What you are asked to do: Look for "main" in each line of the records, and copy the lines that have it.

Saved entries:
'''

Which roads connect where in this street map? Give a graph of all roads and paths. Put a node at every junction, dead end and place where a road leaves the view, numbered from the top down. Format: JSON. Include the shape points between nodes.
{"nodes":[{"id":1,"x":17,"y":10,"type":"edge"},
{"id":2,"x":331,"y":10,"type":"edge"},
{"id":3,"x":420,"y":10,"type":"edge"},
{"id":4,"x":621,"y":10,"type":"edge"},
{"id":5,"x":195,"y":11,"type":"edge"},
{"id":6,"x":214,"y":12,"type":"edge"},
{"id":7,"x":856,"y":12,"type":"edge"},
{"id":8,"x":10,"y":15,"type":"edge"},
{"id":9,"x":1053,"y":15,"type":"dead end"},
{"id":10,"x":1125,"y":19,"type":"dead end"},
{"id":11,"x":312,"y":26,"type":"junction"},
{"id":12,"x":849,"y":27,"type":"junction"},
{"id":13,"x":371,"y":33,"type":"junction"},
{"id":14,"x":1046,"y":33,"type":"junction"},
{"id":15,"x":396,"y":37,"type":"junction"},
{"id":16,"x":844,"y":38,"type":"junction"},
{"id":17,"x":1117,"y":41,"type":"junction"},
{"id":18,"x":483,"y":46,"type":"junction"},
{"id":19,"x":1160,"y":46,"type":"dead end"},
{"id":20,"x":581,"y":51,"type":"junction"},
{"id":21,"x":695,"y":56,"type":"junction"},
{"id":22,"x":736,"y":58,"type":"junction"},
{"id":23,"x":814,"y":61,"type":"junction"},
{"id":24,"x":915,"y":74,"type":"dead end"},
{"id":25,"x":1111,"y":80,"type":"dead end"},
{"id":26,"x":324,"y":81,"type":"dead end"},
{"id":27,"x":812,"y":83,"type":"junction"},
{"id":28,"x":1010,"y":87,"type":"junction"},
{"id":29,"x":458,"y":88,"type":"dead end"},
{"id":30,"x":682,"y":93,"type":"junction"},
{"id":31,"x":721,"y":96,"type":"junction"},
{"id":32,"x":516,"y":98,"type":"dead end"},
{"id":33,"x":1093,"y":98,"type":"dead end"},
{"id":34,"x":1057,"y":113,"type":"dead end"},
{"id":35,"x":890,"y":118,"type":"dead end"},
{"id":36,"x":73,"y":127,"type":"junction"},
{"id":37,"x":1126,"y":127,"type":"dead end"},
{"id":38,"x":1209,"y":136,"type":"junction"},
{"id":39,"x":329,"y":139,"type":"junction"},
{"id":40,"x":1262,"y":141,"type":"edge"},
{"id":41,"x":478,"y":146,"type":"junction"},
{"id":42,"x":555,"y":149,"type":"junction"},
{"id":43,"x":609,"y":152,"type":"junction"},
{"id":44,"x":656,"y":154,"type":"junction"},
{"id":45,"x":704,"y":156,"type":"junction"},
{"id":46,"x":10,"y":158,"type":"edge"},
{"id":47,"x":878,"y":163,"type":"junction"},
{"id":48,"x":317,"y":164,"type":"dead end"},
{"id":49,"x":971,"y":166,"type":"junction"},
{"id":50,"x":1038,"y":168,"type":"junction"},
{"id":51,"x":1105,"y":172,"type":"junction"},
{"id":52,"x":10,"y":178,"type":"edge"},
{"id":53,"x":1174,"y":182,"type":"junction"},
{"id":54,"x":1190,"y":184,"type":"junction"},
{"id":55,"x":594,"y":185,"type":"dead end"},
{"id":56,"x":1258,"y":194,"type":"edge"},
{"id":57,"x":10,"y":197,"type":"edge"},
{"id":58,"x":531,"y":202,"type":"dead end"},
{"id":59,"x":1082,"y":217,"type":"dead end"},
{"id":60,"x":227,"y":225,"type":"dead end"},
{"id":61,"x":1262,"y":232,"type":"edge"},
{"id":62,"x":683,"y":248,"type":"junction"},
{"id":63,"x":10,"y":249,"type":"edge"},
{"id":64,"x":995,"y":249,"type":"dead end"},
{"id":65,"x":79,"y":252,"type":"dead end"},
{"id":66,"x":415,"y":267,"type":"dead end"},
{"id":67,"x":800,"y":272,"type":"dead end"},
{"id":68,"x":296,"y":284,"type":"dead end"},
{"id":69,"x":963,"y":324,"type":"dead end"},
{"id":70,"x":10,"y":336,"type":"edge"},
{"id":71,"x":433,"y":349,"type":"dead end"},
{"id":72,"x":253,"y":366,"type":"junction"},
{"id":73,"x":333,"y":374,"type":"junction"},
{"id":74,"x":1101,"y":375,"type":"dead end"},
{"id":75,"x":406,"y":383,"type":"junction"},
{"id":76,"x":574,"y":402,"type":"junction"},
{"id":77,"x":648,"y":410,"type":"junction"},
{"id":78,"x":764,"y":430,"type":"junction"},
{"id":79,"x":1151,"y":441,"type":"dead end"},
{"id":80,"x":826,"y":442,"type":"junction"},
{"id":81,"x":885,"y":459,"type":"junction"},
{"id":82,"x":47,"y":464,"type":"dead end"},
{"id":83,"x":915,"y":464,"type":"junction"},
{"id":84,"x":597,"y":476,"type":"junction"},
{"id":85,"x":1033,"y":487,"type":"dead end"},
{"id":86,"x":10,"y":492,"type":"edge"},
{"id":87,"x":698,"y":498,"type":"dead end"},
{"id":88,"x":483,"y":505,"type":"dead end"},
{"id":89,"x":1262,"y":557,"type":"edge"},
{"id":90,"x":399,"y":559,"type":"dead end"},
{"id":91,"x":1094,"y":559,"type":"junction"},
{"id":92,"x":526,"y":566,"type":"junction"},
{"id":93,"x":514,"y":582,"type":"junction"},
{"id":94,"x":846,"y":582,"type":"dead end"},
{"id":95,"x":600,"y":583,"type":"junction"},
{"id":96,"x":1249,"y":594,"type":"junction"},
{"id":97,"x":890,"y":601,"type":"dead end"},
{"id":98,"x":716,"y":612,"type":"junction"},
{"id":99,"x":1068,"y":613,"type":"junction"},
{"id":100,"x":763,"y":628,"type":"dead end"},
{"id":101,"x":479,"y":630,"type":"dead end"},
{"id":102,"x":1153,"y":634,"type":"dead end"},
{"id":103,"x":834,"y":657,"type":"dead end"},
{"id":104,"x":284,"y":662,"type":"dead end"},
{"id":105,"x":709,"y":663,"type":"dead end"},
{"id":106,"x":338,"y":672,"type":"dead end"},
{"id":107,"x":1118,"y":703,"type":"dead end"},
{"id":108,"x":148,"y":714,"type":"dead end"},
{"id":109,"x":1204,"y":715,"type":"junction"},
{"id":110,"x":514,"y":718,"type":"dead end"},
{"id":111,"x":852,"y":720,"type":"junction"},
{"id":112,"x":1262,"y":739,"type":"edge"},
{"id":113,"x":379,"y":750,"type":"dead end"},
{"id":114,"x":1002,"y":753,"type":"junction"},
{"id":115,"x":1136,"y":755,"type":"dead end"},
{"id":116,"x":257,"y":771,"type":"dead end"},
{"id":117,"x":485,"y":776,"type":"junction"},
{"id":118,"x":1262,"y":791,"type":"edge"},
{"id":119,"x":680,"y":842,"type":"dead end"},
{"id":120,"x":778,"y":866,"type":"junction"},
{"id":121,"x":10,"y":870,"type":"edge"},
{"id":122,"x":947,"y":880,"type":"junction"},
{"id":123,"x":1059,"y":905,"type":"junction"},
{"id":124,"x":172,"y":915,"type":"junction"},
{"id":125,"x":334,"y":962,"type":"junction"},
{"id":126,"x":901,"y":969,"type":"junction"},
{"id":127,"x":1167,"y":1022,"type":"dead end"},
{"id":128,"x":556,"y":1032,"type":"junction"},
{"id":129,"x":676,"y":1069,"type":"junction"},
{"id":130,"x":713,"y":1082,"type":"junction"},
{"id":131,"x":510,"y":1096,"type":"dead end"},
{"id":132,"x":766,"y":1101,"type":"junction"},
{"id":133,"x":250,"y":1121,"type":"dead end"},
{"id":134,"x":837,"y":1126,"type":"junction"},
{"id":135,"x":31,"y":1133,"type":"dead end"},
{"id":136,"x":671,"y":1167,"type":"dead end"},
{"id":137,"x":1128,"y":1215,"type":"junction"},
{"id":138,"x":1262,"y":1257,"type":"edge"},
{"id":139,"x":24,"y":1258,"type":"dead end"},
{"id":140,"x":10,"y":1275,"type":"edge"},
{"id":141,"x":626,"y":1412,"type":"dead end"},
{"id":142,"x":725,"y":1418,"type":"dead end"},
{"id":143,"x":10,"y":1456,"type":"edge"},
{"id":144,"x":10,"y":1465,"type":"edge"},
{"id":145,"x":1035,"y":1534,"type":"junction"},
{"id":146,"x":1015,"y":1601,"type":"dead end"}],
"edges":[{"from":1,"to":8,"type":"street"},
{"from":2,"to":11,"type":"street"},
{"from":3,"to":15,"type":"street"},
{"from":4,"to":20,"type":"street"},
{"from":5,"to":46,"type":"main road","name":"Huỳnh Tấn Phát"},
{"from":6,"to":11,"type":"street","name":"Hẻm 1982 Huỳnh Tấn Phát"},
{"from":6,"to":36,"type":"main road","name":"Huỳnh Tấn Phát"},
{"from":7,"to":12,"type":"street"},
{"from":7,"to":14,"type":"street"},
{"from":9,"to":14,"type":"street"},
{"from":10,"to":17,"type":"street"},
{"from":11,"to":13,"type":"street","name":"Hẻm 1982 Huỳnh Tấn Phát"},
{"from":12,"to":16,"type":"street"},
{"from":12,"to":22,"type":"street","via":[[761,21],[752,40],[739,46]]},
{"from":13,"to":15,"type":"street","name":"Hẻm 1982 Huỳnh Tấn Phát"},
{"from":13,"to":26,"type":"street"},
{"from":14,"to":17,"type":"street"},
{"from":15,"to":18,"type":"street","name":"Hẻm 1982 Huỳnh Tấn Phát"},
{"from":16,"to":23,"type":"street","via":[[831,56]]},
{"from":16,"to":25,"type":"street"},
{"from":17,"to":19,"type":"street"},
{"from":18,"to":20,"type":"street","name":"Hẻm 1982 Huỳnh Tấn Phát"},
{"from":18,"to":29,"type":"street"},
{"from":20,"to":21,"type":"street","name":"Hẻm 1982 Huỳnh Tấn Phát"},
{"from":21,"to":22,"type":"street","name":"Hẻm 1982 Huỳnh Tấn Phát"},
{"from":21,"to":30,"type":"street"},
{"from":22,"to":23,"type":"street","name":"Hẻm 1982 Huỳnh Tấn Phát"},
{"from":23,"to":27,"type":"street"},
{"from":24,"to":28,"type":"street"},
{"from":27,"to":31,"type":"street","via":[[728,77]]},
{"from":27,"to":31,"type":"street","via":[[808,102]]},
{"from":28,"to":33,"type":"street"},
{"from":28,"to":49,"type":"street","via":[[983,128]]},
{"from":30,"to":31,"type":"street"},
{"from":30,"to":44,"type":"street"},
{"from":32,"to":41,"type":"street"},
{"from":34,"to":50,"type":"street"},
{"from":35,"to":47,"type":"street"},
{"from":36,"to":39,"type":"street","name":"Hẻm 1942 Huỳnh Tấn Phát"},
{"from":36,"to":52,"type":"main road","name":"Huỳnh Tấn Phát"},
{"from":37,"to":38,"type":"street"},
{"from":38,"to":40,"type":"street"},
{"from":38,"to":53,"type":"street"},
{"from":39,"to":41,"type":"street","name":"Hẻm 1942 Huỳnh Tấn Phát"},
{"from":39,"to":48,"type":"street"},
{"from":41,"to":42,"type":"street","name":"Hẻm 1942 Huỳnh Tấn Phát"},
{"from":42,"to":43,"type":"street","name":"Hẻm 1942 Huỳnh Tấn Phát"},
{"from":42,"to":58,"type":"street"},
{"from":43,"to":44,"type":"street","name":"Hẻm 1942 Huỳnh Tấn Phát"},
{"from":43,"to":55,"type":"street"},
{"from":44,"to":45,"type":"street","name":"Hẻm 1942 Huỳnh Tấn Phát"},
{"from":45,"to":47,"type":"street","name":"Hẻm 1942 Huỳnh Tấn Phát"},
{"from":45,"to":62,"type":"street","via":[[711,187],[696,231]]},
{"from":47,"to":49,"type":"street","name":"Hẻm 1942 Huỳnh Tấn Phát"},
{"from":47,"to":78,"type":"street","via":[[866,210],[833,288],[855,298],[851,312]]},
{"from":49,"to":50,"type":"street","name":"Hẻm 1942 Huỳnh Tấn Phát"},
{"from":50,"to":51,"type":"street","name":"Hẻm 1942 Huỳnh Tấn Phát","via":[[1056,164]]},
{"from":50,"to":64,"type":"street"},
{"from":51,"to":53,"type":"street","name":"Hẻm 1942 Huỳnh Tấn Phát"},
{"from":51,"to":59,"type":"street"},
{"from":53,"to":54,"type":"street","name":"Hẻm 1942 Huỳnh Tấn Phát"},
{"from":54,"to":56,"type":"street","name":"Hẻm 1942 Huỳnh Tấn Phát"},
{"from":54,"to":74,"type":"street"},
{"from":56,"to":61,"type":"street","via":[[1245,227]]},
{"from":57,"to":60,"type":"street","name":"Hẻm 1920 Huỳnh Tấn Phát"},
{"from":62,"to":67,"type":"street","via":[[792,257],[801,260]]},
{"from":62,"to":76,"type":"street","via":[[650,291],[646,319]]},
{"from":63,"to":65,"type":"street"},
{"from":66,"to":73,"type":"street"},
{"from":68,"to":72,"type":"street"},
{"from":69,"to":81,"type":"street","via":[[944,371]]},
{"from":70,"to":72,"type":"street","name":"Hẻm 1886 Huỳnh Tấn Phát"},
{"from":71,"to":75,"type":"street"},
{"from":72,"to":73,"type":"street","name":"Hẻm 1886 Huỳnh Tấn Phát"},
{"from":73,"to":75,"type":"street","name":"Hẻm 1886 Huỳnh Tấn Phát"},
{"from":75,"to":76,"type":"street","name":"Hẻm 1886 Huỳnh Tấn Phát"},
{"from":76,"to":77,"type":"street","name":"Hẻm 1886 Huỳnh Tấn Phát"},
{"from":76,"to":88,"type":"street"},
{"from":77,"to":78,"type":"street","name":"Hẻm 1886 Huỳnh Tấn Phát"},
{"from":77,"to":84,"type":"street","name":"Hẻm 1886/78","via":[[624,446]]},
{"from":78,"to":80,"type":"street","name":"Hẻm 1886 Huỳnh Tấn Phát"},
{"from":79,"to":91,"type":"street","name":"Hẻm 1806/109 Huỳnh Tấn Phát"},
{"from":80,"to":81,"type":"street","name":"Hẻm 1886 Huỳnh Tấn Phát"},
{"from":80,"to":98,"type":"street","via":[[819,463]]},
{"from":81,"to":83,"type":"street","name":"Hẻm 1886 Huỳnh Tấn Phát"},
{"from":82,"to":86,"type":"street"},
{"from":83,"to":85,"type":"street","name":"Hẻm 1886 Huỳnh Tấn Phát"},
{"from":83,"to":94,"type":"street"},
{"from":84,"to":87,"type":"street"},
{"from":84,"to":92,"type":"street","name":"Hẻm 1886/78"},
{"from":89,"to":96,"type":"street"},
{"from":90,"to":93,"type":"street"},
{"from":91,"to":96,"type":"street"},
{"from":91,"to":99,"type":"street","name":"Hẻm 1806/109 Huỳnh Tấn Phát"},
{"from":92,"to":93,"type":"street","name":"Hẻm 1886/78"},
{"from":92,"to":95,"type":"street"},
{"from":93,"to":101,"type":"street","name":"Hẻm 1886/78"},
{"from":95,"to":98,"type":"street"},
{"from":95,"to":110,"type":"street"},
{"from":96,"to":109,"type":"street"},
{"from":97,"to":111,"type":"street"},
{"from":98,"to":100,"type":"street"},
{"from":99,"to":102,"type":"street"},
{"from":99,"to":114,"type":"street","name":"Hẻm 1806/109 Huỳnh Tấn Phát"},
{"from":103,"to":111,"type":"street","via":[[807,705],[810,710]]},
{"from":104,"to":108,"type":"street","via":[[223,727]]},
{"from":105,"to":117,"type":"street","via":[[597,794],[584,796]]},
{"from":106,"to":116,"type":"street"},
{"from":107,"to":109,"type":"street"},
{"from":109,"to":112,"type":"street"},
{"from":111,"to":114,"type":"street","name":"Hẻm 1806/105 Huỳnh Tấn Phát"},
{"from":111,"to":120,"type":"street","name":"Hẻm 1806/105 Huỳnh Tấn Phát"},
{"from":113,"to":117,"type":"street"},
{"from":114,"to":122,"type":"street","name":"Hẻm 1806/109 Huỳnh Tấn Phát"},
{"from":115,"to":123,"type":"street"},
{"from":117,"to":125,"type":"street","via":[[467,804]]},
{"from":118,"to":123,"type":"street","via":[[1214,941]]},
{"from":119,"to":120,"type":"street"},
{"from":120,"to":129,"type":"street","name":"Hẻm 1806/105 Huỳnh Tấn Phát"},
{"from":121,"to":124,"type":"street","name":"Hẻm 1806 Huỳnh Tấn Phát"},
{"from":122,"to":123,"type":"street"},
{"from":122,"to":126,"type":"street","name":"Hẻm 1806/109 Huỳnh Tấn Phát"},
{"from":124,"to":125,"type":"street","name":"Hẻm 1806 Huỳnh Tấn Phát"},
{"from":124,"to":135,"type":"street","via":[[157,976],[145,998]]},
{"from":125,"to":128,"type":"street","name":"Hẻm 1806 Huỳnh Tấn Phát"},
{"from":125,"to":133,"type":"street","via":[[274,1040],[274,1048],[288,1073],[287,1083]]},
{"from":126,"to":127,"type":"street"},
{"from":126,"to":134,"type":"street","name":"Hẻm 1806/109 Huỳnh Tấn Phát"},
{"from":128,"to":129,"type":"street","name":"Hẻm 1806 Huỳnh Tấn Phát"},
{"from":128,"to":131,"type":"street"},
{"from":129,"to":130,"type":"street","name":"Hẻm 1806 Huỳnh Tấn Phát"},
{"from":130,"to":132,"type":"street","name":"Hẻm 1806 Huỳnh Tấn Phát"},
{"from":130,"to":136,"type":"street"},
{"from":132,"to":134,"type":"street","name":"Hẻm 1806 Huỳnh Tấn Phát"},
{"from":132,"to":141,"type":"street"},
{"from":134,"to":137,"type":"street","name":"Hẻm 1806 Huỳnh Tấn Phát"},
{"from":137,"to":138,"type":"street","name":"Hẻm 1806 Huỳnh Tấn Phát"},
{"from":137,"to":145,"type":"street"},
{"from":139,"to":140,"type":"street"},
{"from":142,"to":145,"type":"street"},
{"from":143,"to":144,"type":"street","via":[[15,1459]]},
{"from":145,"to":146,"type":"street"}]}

'''

Answer section:
{"from":5,"to":46,"type":"main road","name":"Huỳnh Tấn Phát"},
{"from":6,"to":36,"type":"main road","name":"Huỳnh Tấn Phát"},
{"from":36,"to":52,"type":"main road","name":"Huỳnh Tấn Phát"},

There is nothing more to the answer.